Ему хотелось пить. Чувство это всегда сопровождало утро; но сегодня оно оказалось заглушено этой суматохой – а сейчас проявилось вполне. Птицеед покопался под сидением, но нашел только пустую и мятую бутылку из-под минералки. «Кончилась… в райотделе попьешь!». Пришлось смириться.
У ребят как раз было задание по гаражам, которые кто-то повадился потрошить на левом берегу; пока выбрались из лабиринта, пока доехали. Квартира была тиха, как могильник, и темна, судя по окнам. Мужики потоптались и решили от греха подальше связаться с отделом… Только отъехали перекусить к ларьку, снова вызвал Ипатьев: теперь соседку снизу заливали. Дело пахло трупом в ванне, не иначе. Они рванули обратно и обнаружили настежь распахнутую хату, ванную комнату с открытым краном, откуда текла прямо на пол вода – хорошо еще, пятый этаж, струйка слабая!) – и мужика этого на тахте в зале. Ну, а как только попытались его растормошить, из кучи тряпья в проходной комнате пошел прицельный обстрел бутылками.

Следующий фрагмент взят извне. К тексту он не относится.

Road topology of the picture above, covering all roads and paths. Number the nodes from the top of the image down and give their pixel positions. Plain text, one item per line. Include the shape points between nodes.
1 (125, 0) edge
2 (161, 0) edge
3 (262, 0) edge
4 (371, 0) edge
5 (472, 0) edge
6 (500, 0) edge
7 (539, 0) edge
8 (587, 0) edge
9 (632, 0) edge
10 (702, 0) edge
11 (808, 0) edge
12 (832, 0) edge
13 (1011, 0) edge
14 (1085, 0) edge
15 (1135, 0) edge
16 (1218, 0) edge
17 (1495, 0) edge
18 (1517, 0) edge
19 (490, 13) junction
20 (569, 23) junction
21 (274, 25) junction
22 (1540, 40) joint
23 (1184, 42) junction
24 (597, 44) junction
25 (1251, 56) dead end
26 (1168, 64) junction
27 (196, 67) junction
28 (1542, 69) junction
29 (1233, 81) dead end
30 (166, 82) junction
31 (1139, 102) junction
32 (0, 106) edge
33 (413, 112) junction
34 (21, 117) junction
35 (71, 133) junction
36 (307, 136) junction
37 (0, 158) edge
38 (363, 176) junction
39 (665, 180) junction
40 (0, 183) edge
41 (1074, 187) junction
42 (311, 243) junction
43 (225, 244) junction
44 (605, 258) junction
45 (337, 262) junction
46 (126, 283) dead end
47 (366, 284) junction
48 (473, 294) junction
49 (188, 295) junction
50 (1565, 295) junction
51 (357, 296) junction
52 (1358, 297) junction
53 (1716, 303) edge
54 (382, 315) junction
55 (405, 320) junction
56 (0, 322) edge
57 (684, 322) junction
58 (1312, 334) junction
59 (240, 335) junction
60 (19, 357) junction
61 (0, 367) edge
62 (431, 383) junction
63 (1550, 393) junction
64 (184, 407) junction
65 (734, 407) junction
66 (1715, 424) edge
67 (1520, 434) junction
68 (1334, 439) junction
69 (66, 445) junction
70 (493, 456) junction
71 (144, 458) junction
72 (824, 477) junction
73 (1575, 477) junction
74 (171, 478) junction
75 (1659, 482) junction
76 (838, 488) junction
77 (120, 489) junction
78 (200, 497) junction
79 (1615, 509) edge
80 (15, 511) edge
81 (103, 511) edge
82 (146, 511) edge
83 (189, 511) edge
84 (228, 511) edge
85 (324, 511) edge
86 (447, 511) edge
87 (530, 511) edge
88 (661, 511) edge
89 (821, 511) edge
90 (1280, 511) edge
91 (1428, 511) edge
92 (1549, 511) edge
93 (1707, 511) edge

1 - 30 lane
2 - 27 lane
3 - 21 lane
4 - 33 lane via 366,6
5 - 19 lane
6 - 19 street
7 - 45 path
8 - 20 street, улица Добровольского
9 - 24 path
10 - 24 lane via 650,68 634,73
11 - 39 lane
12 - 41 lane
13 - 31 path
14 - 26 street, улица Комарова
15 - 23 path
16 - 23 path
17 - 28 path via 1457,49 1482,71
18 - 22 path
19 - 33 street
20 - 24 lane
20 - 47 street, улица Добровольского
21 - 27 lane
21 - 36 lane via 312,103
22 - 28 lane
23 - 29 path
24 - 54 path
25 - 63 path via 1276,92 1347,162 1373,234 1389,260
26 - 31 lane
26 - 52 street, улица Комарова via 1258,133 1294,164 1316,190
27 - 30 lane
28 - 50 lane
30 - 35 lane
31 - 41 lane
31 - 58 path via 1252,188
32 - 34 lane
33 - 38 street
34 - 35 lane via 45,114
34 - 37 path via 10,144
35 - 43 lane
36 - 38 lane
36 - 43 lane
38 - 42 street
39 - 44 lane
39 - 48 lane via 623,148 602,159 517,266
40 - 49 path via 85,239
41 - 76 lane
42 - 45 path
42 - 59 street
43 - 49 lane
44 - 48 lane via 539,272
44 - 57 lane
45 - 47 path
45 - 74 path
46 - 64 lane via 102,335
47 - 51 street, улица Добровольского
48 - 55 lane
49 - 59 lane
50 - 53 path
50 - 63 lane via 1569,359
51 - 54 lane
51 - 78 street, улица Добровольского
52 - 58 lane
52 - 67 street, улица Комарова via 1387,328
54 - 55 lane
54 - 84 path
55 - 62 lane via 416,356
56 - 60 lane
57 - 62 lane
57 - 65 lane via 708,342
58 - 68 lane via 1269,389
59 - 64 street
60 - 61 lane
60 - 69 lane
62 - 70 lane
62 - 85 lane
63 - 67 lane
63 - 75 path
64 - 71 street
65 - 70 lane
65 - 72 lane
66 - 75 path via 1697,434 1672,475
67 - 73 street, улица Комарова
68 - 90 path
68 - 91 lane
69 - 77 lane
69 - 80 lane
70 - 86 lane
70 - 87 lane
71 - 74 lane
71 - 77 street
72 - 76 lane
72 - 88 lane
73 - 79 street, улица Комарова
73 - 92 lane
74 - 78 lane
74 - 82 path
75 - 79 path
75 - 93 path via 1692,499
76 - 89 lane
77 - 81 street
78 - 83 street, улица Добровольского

Караулов вспомнил проблеск маячка «скорой».
- А эта… вы как поняли, что жмур-то?
- Это Муса определил – засмеялся Птицеед, хлопнул азербайджанца по плечу – Он сразу пульс пощупал и все такое.
- Ого! Навык?
- Муса четыре курса Бакинского меда закончил… Профи.

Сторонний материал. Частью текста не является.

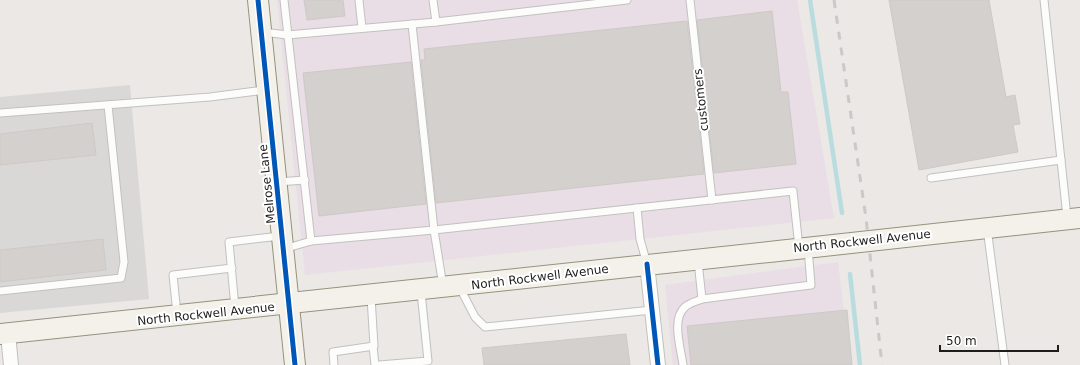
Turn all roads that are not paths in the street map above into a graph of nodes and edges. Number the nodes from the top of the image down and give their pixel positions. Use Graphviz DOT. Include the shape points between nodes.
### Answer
graph roads {
  1 [pos="258,0"];
  2 [pos="284,0"];
  3 [pos="359,0"];
  4 [pos="433,0"];
  5 [pos="627,0"];
  6 [pos="690,0"];
  7 [pos="1044,0"];
  8 [pos="436,22"];
  9 [pos="412,24"];
  10 [pos="362,28"];
  11 [pos="261,31"];
  12 [pos="287,35"];
  13 [pos="267,90"];
  14 [pos="108,105"];
  15 [pos="0,113"];
  16 [pos="1061,160"];
  17 [pos="931,178"];
  18 [pos="305,180"];
  19 [pos="277,182"];
  20 [pos="712,200"];
  21 [pos="637,208"];
  22 [pos="1074,219"];
  23 [pos="987,228"];
  24 [pos="434,230"];
  25 [pos="311,241"];
  26 [pos="284,242"];
  27 [pos="803,248"];
  28 [pos="698,259"];
  29 [pos="647,264"];
  30 [pos="232,268"];
  31 [pos="451,287"];
  32 [pos="421,290"];
  33 [pos="0,291"];
  34 [pos="371,296"];
  35 [pos="702,299"];
  36 [pos="290,305"];
  37 [pos="652,310"];
  38 [pos="235,311"];
  39 [pos="177,317"];
  40 [pos="4,334"];
  41 [pos="373,346"];
  42 [pos="11,365"];
  43 [pos="296,365"];
  44 [pos="334,365"];
  45 [pos="376,365"];
  46 [pos="379,365"];
  47 [pos="658,365"];
  48 [pos="682,365"];
  49 [pos="1005,365"];
  1 -- 11 [label="main road, Melrose Lane"];
  2 -- 12 [label="lane"];
  3 -- 10 [label="lane"];
  4 -- 8 [label="lane"];
  5 -- 8 [label="lane"];
  6 -- 20 [label="lane, customers"];
  7 -- 16 [label="lane"];
  8 -- 9 [label="lane"];
  9 -- 10 [label="lane"];
  9 -- 24 [label="lane"];
  10 -- 12 [label="lane"];
  11 -- 12 [label="lane"];
  11 -- 13 [label="main road, Melrose Lane"];
  12 -- 18 [label="lane"];
  13 -- 14 [label="lane"];
  13 -- 19 [label="main road, Melrose Lane"];
  14 -- 15 [label="lane"];
  14 -- 33 [label="lane" via="124,262 121,278"];
  16 -- 17 [label="lane"];
  16 -- 22 [label="lane"];
  18 -- 19 [label="lane"];
  18 -- 25 [label="lane"];
  19 -- 26 [label="main road, Melrose Lane"];
  20 -- 21 [label="lane"];
  20 -- 27 [label="lane" via="793,191"];
  21 -- 24 [label="lane"];
  21 -- 29 [label="lane" via="640,239"];
  22 -- 23 [label="main road, North Rockwell Avenue"];
  23 -- 27 [label="main road, North Rockwell Avenue"];
  23 -- 49 [label="lane"];
  24 -- 25 [label="lane"];
  24 -- 31 [label="lane"];
  25 -- 26 [label="lane"];
  26 -- 30 [label="lane" via="229,242"];
  26 -- 36 [label="main road, Melrose Lane"];
  27 -- 28 [label="main road, North Rockwell Avenue"];
  27 -- 35 [label="lane" via="811,285"];
  28 -- 29 [label="main road, North Rockwell Avenue"];
  28 -- 35 [label="lane"];
  29 -- 31 [label="main road, North Rockwell Avenue"];
  29 -- 37 [label="street"];
  30 -- 38 [label="lane"];
  30 -- 39 [label="lane" via="173,275"];
  31 -- 32 [label="main road, North Rockwell Avenue"];
  31 -- 37 [label="lane" via="485,327"];
  32 -- 34 [label="main road, North Rockwell Avenue"];
  32 -- 46 [label="lane" via="428,361"];
  34 -- 36 [label="main road, North Rockwell Avenue"];
  34 -- 41 [label="lane"];
  35 -- 48 [label="lane" via="685,306 679,314"];
  36 -- 38 [label="main road, North Rockwell Avenue"];
  36 -- 43 [label="main road, Melrose Lane"];
  37 -- 47 [label="street"];
  38 -- 39 [label="main road, North Rockwell Avenue"];
  39 -- 40 [label="main road, North Rockwell Avenue"];
  40 -- 42 [label="street"];
  41 -- 44 [label="lane" via="333,352"];
  41 -- 45 [label="lane"];
}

Караулом с интересом уставился на азербайджанца. Он ехал, сидя прямо, спокойно, только крылья тонко вырезанного, слегка горбатого носа раздувались. Жилистые смуглые руки сжимали автомат.

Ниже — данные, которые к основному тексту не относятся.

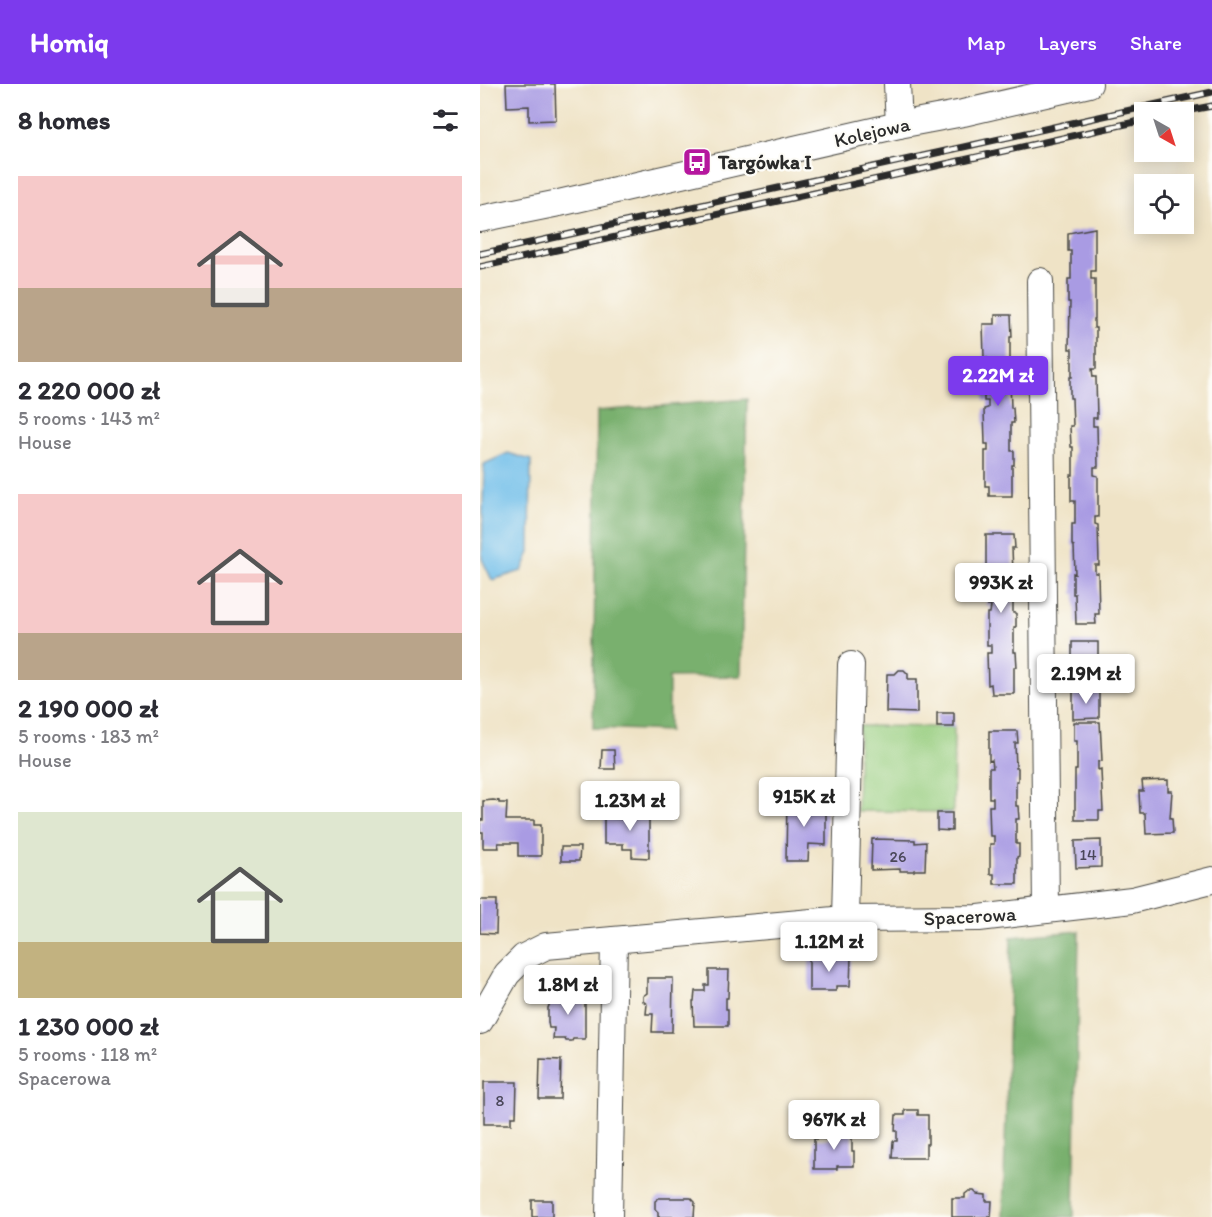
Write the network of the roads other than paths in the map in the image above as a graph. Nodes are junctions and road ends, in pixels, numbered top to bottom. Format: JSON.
{"nodes":[{"id":1,"x":897,"y":84,"type":"edge"},
{"id":2,"x":1089,"y":84,"type":"edge"},
{"id":3,"x":1007,"y":93,"type":"edge"},
{"id":4,"x":899,"y":125,"type":"junction"},
{"id":5,"x":480,"y":219,"type":"edge"},
{"id":6,"x":1040,"y":281,"type":"dead end"},
{"id":7,"x":850,"y":665,"type":"dead end"},
{"id":8,"x":1212,"y":880,"type":"edge"},
{"id":9,"x":1046,"y":910,"type":"junction"},
{"id":10,"x":845,"y":919,"type":"junction"},
{"id":11,"x":614,"y":940,"type":"junction"},
{"id":12,"x":480,"y":1021,"type":"edge"},
{"id":13,"x":609,"y":1217,"type":"edge"}],
"edges":[{"from":1,"to":4,"type":"street"},
{"from":2,"to":3,"type":"street","name":"Kolejowa"},
{"from":3,"to":4,"type":"street","name":"Kolejowa"},
{"from":4,"to":5,"type":"street","name":"Kolejowa"},
{"from":6,"to":9,"type":"street"},
{"from":7,"to":10,"type":"street"},
{"from":8,"to":9,"type":"street","name":"Spacerowa"},
{"from":9,"to":10,"type":"street","name":"Spacerowa"},
{"from":10,"to":11,"type":"street","name":"Spacerowa"},
{"from":11,"to":12,"type":"street","name":"Spacerowa"},
{"from":11,"to":13,"type":"street"}]}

- Муса, а че ты к нам-то подался?
- Э! – отозвался он привычно гортанно, с заметной досадой – Война есть, работ нет. Семья корит нада, да?
- Нада – покорно согласился Караулов – а жмур-то отчего? Убитый? В смысле огнестрел?
- Не-а. Душеный, походу. Повреждений нет, чистенький. Но жмур.
- А-а… ну, ясно.
И хотя ему ничего не было ясно, Караулов умолк.
«Жигуленок» уже миновал круглую сетчатую башню с буквами «ННЦ СО РАН», венчавшую с прошлого года въезд в Академгородок, и просвистев по пустынному проспекту Строителей, проскочил в ворота райотдела на улице Кутателадзе. Остановились у «сквера отдыха», разбитого тут тоже год назад, между зданием пожарной охраны и райотдельским – по инициативе нового начальника. Выгрузились. Птицеед махнул автоматом:
- Щас, мы оружие сдадим, смена уже все… отвоевались! Я там Михалычу скажу, или пойдем вместе, давай…
- ЭТО ТУТ ЕЩЕ ЗА ЧМО?!
Фраза прогрохотала по ушам, как звук выстрелом крупнокалиберного пулемета. Птицеед застыл с автоматом, расслабленный Караулов подтянулся.
Они конкретно попали. Через сквер в райотдел следовал полковник Ларионов, начальник РОВД. Его назначили сюда полгода назад, перевели откуда-то из Тюмени; и полковника с Карауловым связывали узы совсем не взаимной дружбы…
Хорошее было прозвище у него, звучное. Караулов услыхал его в дежурке, еще будучи опером и заполняя журнал КУП. Дежурный, Васька Рюмин, от большого безделья, философствовал:
- Дали ж родители имечко… Ну, что вот за отчество? Само-со-ние-вич. Нет, чтоб Самсонович: просто и по-русски. Он чо, еврей по папе, чо ли?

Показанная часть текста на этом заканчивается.